Tyll-Premiere

Ein Drahtseilakt zwischen Buch und Bühne

Salzburg
20.09.2019 15:10
Regisseurin Maya Fanke lässt Till Eulenspiegel über die Bühne des Schauspielhauses Salzburg toben. Sie stampft Daniel Kehlmanns 480-Seiten-Wälzer „Tyll“ auf gut zweieinhalb Stunden ein. In dieser Zeit erzählt sie den ganzen Roman: ein Grund, warum sie die Balance zwischen Literatur und Theater nicht immer findet.

Daniel Kehlmann verschob die historische Figur Till Eulenspiegel in seinem Buch vom 14. ins 17. Jahrhundert in die Zeit des Dreißigjährigen Krieges. Im Narren spiegelt sich das damalige Chaos. Ein blutiges, in dem sich aber auch der Facettenreichtum des Lebens zeigt: Tyll ist liebevoll und hasserfüllt, einfühlsam und gemein. Vor allem aber will er überleben.

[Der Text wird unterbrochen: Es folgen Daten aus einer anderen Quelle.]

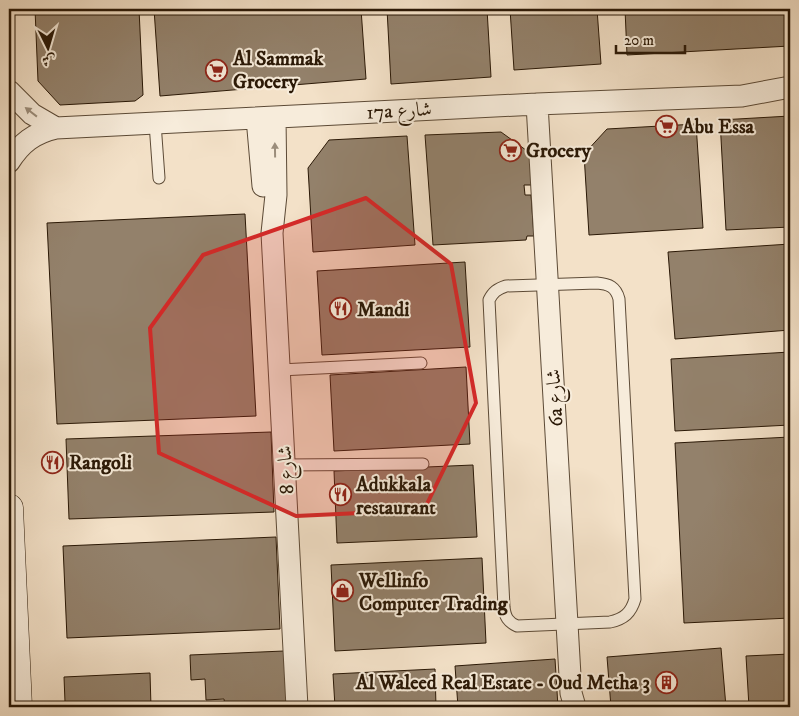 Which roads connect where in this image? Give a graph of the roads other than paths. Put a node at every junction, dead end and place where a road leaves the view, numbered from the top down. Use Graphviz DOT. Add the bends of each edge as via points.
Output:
graph roads {
  1 [pos="790,87"];
  2 [pos="9,91"];
  3 [pos="742,96"];
  4 [pos="790,100"];
  5 [pos="537,104"];
  6 [pos="266,117"];
  7 [pos="155,123"];
  8 [pos="56,128"];
  9 [pos="9,162"];
  10 [pos="159,178"];
  11 [pos="548,285"];
  12 [pos="421,363"];
  13 [pos="280,370"];
  14 [pos="423,464"];
  15 [pos="285,465"];
  16 [pos="9,508"];
  17 [pos="567,624"];
  18 [pos="572,703"];
  19 [pos="18,707"];
  20 [pos="297,707"];
  1 -- 3 [label="street"];
  8 -- 2 [label="street, one-way" via="32,114"];
  3 -- 4 [label="street"];
  3 -- 5 [label="street, 17a شارع"];
  5 -- 6 [label="street, 17a شارع"];
  5 -- 11 [label="street, 6a شارع"];
  6 -- 7 [label="street, 17a شارع"];
  6 -- 13 [label="street, شارع 8" via="276,195 272,233"];
  7 -- 8 [label="street, 17a شارع"];
  7 -- 10 [label="lane"];
  8 -- 9 [label="street, 17a شارع" via="28,139"];
  11 -- 17 [label="street, 6a شارع"];
  11 -- 17 [label="lane" via="498,288 489,300 504,607 505,615 517,626"];
  11 -- 17 [label="lane" via="605,284 612,286 619,298 635,599 633,608 619,620"];
  12 -- 13 [label="lane"];
  13 -- 15 [label="street, شارع 8"];
  14 -- 15 [label="lane"];
  15 -- 20 [label="street, شارع 8"];
  16 -- 19 [label="main road"];
  17 -- 18 [label="street, 6a شارع"];
}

Maja Fanke inszeniert alle Episoden des Buches. Die Folge: Die Schauspieler müssen große Teile zusammenfassen. Sie erzählen oftmals eine Geschichte, statt sie zu zeigen. Fankes Idee scheint klar: Ein Theaterstück, das auf einem Buch aufbaut, soll ganz nah am Text literarisiert werden. An den besten Stellen gelingt diese Verschmelzung: Die Darsteller wechseln elegant vom Erzählen in den szenischem Dialog. An anderen Stellen gelingt das nicht.

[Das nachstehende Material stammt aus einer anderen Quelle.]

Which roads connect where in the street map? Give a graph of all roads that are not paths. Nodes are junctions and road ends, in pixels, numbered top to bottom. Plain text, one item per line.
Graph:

Beispiel: Im Buch ist der Anfang ein Knaller. Tyll kommt in ein friedliches Dorf, liefert eine Show. Alle jubeln und alles endet in einem Blutbad. Ein Schock, den die Schauspieler nur behaupten. Genau wie die Anwesenheit des Narren. Wir hören nur seine Stimme. Er soll über unseren Köpfen auf einem Drahtseil balancieren. Die Frage „Wie ist der so geworden?“ stellt sich im Theater nicht. Schade, da es mit der Kindheit des Narren weitergeht

Tyll-Darsteller Simon Jaritz-Rudle hat Mühe, den verpatzten Einstieg seiner Figur wettzumachen. Er liefert einen soliden Auftritt, wo es einen Anarchisten gebraucht hätte. Dennoch machen die Schauspieler ihren Job gut. Sie turnen über die Bühne und tragen Kostüme mit Versatzstücken aus Mittelalter, Gegenwart und Endzeitfilm. Die zeigen: Krieg ist zeitlos, seine Akteure auch. Schaurig.

„Alles, was kein Theater war, war falsch“, sagt eine Figur. So ein Fazit wäre engstirnig. Eine Besinnung auf klassische Theater-Tugenden mit weniger Fokus auf den Original-Text hätte der Inszenierung aber gutgetan.